### Material for the task
* * * * * * * * *
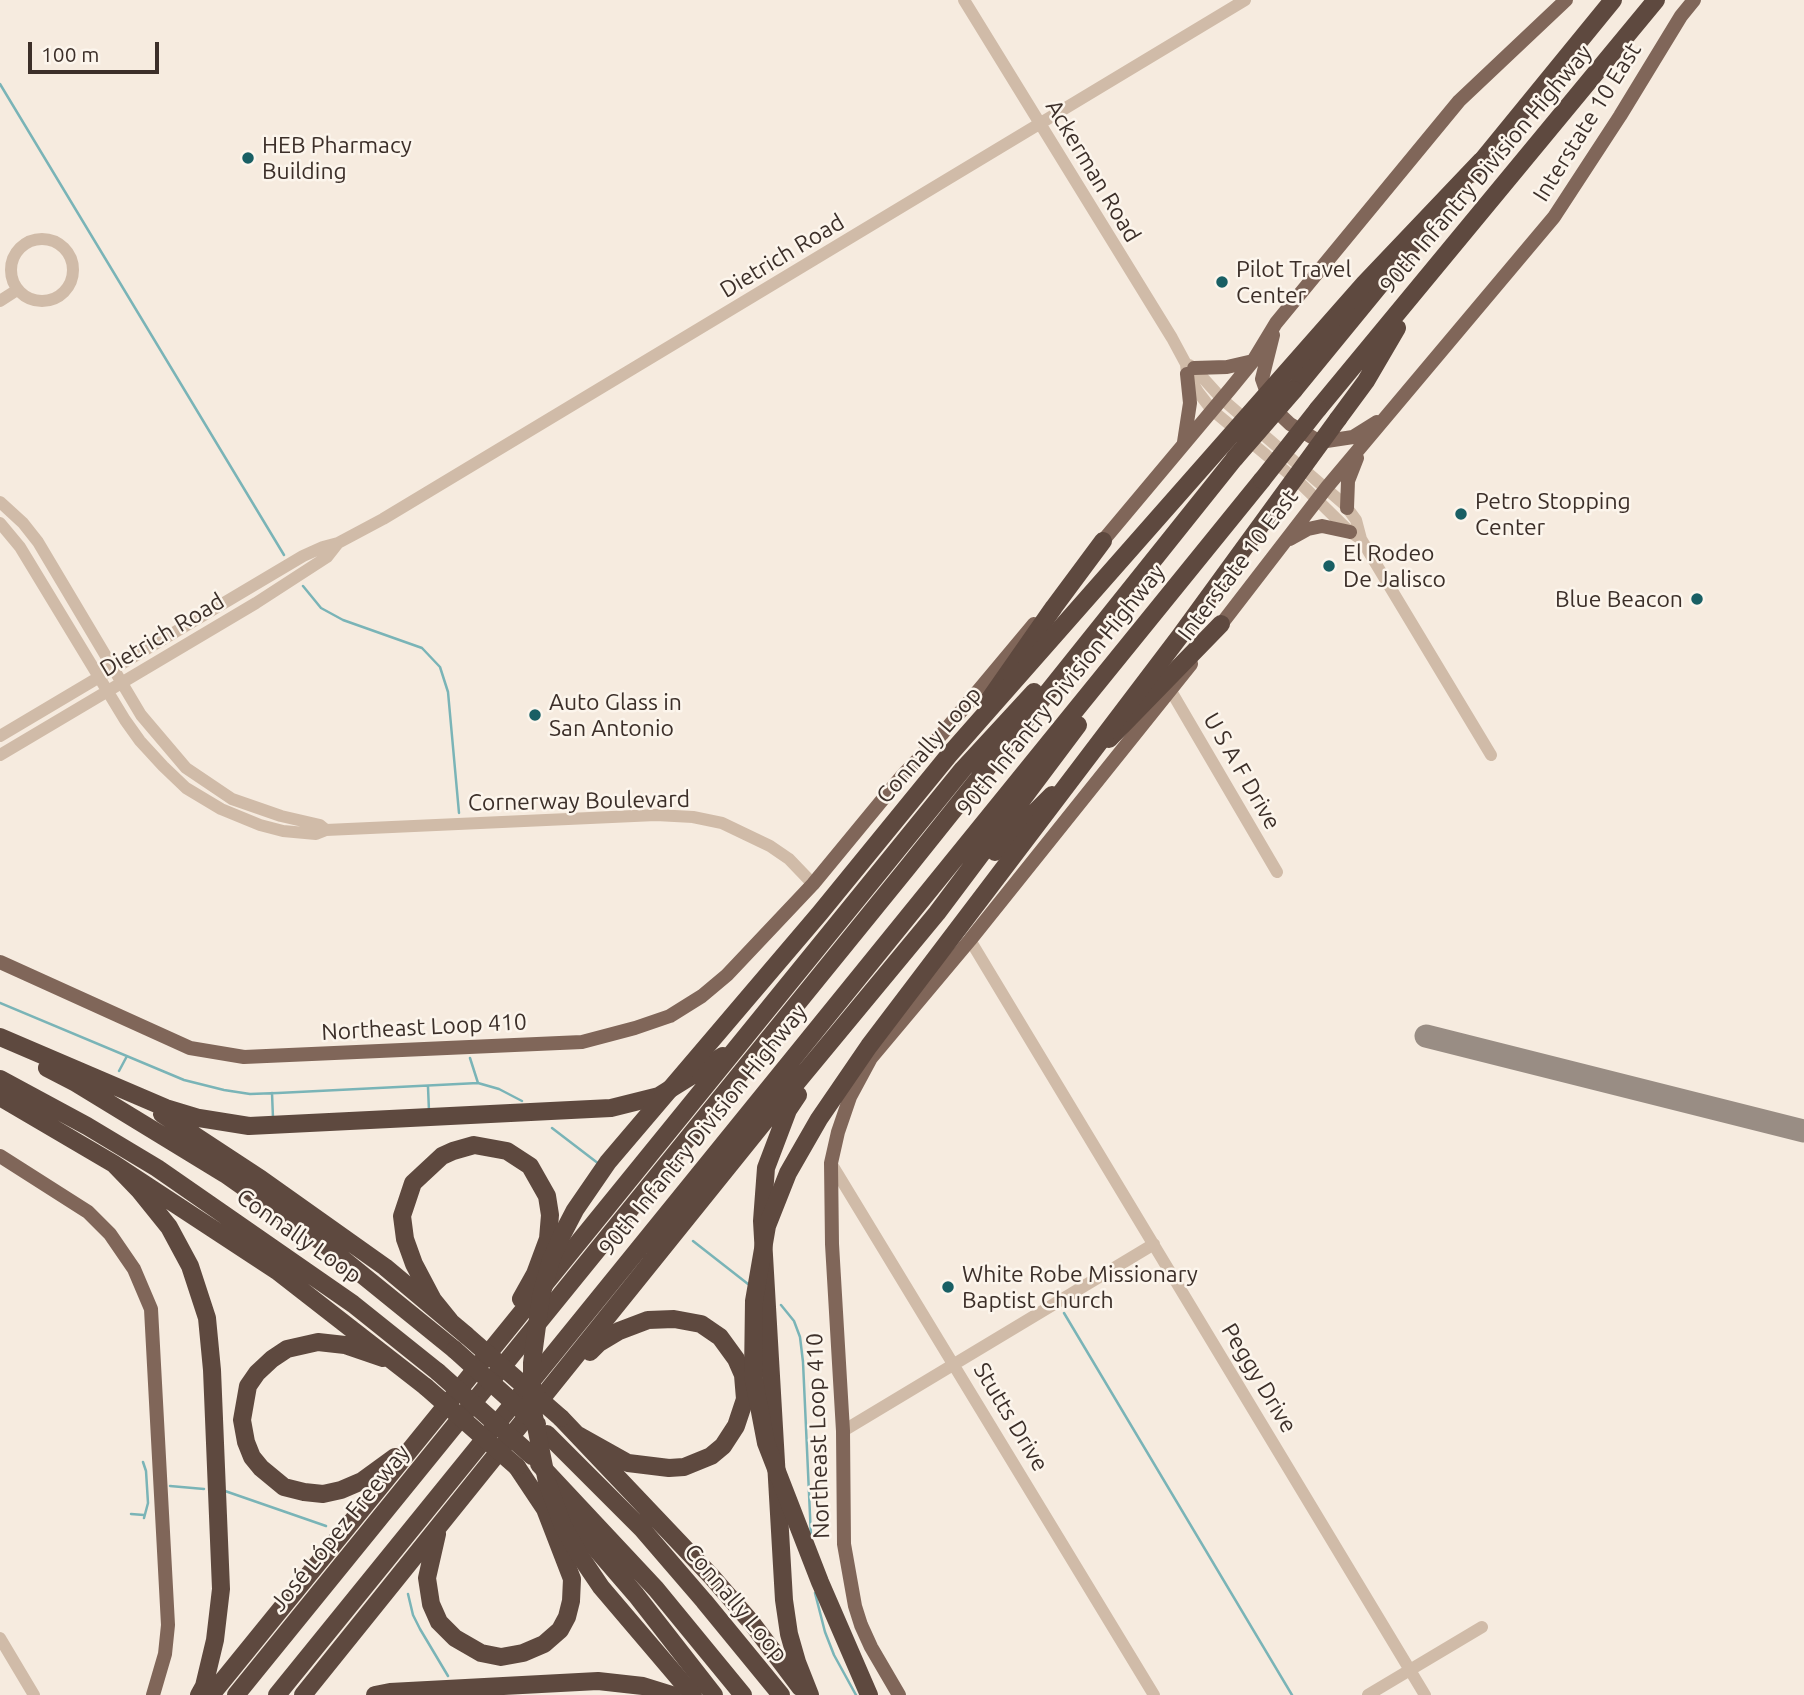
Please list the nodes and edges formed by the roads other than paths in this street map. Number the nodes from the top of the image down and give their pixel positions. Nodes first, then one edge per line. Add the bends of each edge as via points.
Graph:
1 (964, 0) edge
2 (1245, 0) edge
3 (1566, 0) edge
4 (1611, 0) edge
5 (1656, 0) edge
6 (1694, 0) edge
7 (1039, 123) junction
8 (1482, 161) junction
9 (1422, 285) junction
10 (17, 290) junction
11 (0, 301) edge
12 (1276, 323) junction
13 (1253, 361) junction
14 (1189, 369) junction
15 (1217, 404) junction
16 (1388, 415) junction
17 (1363, 444) junction
18 (1183, 445) junction
19 (1327, 487) junction
20 (1317, 499) junction
21 (0, 502) edge
22 (1347, 508) junction
23 (0, 523) edge
24 (1356, 536) junction
25 (1103, 541) junction
26 (1169, 541) junction
27 (1286, 541) junction
28 (338, 543) junction
29 (1186, 575) junction
30 (1221, 624) junction
31 (115, 668) junction
32 (100, 677) junction
33 (123, 682) junction
34 (108, 691) junction
35 (1171, 691) junction
36 (0, 736) edge
37 (0, 755) edge
38 (1491, 755) dead end
39 (326, 830) junction
40 (1277, 872) dead end
41 (813, 884) junction
42 (864, 890) junction
43 (937, 913) junction
44 (970, 940) junction
45 (0, 962) edge
46 (852, 1017) junction
47 (746, 1035) junction
48 (0, 1037) edge
49 (0, 1044) edge
50 (0, 1079) edge
51 (107, 1083) junction
52 (0, 1097) edge
53 (0, 1156) edge
54 (831, 1163) junction
55 (114, 1164) junction
56 (1154, 1244) junction
57 (450, 1321) junction
58 (504, 1334) junction
59 (954, 1363) junction
60 (409, 1372) junction
61 (551, 1388) junction
62 (482, 1392) joint
63 (433, 1421) junction
64 (843, 1431) junction
65 (578, 1435) junction
66 (525, 1462) junction
67 (439, 1528) junction
68 (1482, 1627) dead end
69 (0, 1638) edge
70 (1410, 1670) junction
71 (34, 1695) edge
72 (153, 1695) edge
73 (199, 1695) edge
74 (211, 1695) edge
75 (236, 1695) edge
76 (277, 1695) edge
77 (303, 1695) edge
78 (375, 1695) edge
79 (672, 1695) edge
80 (693, 1695) edge
81 (714, 1695) edge
82 (743, 1695) edge
83 (781, 1695) edge
84 (809, 1695) edge
85 (869, 1695) edge
86 (899, 1695) edge
87 (1154, 1695) edge
88 (1368, 1695) edge
89 (1425, 1695) edge

1 - 7 street, Ackerman Road
2 - 7 street, Dietrich Road
3 - 12 main road via 1459,101
4 - 8 highway, 90th Infantry Division Highway
5 - 9 highway, 90th Infantry Division Highway
6 - 16 main road, Interstate 10 East via 1554,217
7 - 14 street, Ackerman Road
7 - 28 street, Dietrich Road via 678,344
8 - 26 highway, 90th Infantry Division Highway, bridge
8 - 80 highway, Connally Loop, bridge via 1364,284 950,755 608,1161 562,1235 541,1296 532,1363 532,1406 547,1482 570,1541 601,1587
9 - 29 highway, 90th Infantry Division Highway, bridge
9 - 85 highway, bridge via 1366,381 1180,636 869,1046 788,1173 767,1226 754,1301 753,1375 766,1443
10 - 10 street via 33,300 61,295 73,268 66,251 47,240 26,243 12,259 10,270
10 - 11 street
12 - 13 main road
12 - 16 main road via 1262,379 1272,407 1290,424 1320,442 1353,437
13 - 14 main road
13 - 15 main road
14 - 15 street, Ackerman Road
14 - 18 main road via 1190,403
15 - 18 main road
15 - 19 street, Ackerman Road
15 - 20 street, Ackerman Road
16 - 17 main road, Interstate 10 East
17 - 19 main road, Interstate 10 East
17 - 22 main road via 1348,481
18 - 25 main road
19 - 20 main road, Interstate 10 East
19 - 22 street, Ackerman Road
20 - 24 street, Ackerman Road
20 - 27 main road, Interstate 10 East
21 - 31 street, Cornerway Boulevard via 38,542
22 - 24 street, Ackerman Road via 1356,520
23 - 32 street, Cornerway Boulevard via 20,547
24 - 27 main road via 1322,526
24 - 38 street, Ackerman Road
25 - 41 main road
25 - 42 highway via 893,840
26 - 42 highway via 963,769
26 - 62 highway, 90th Infantry Division Highway
27 - 30 main road, Interstate 10 East
28 - 31 street, Dietrich Road via 303,556
28 - 33 street, Dietrich Road via 327,557 256,603
29 - 43 highway
29 - 76 highway, 90th Infantry Division Highway
30 - 35 main road, Interstate 10 East
30 - 43 highway
31 - 32 street, Dietrich Road
31 - 33 street, Cornerway Boulevard
32 - 34 street, Cornerway Boulevard
32 - 36 street, Dietrich Road
33 - 34 street, Dietrich Road
33 - 39 street, Cornerway Boulevard via 141,715 168,748 212,787 254,808
34 - 37 street, Dietrich Road
34 - 39 street, Cornerway Boulevard via 150,753 195,793 260,825 316,834
35 - 40 street, U S A F Drive
35 - 44 main road, Interstate 10 East
39 - 41 street, Cornerway Boulevard via 693,817 722,823 760,841 789,859
41 - 45 main road, Northeast Loop 410 via 702,996 670,1016 582,1042 244,1058 190,1048
42 - 47 highway
43 - 46 highway
44 - 54 main road, Interstate 10 East via 871,1058 850,1097
44 - 56 street, Peggy Drive
46 - 61 highway
46 - 84 highway via 788,1110 766,1168 762,1221 784,1600 789,1634
47 - 51 highway via 725,1055 659,1096 611,1108 249,1126 199,1118
47 - 58 highway
48 - 51 highway
49 - 83 highway, Connally Loop, bridge via 76,1083 225,1174 323,1244 455,1350 642,1529
50 - 66 highway, Connally Loop, bridge via 157,1168 353,1304 438,1372
51 - 57 highway via 261,1179 385,1267
52 - 55 highway
53 - 72 main road via 88,1212 110,1234 134,1269 151,1309 168,1625
54 - 59 street, Stutts Drive
54 - 64 main road, Northeast Loop 410
55 - 60 highway via 277,1271
55 - 73 highway via 169,1227 190,1266 206,1318 221,1589 215,1640
56 - 59 street
56 - 70 street, Peggy Drive
57 - 58 highway via 425,1287 405,1239 402,1216 413,1183 423,1171 442,1156 474,1145 489,1146 530,1166 547,1196 550,1215 548,1239 535,1274
57 - 65 highway, bridge
58 - 63 highway
59 - 64 street
59 - 87 street, Stutts Drive
60 - 63 highway via 345,1345 318,1342 287,1349 248,1386 242,1420 253,1457 284,1487 323,1494 362,1481
60 - 66 highway, bridge
61 - 65 highway via 599,1343 633,1324 660,1318 711,1329 736,1359 745,1385 742,1413 723,1446 698,1463 669,1468 628,1463
61 - 67 highway
62 - 75 highway, José López Freeway
63 - 74 highway
64 - 86 main road, Northeast Loop 410 via 844,1544 855,1606 871,1647
65 - 84 highway via 712,1577
66 - 67 highway via 572,1579 567,1616 544,1644 501,1657 481,1654 455,1639 439,1622 427,1578
66 - 81 highway
66 - 82 highway, Connally Loop via 608,1536
67 - 77 highway
68 - 70 street
69 - 71 street
70 - 88 street
70 - 89 street, Peggy Drive
78 - 79 highway via 598,1681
* * * * * * * * *
### What you will do
Copy out every line of the material above that contains the string "Connally".

### Response below
8 - 80 highway, Connally Loop, bridge via 1364,284 950,755 608,1161 562,1235 541,1296 532,1363 532,1406 547,1482 570,1541 601,1587
49 - 83 highway, Connally Loop, bridge via 76,1083 225,1174 323,1244 455,1350 642,1529
50 - 66 highway, Connally Loop, bridge via 157,1168 353,1304 438,1372
66 - 82 highway, Connally Loop via 608,1536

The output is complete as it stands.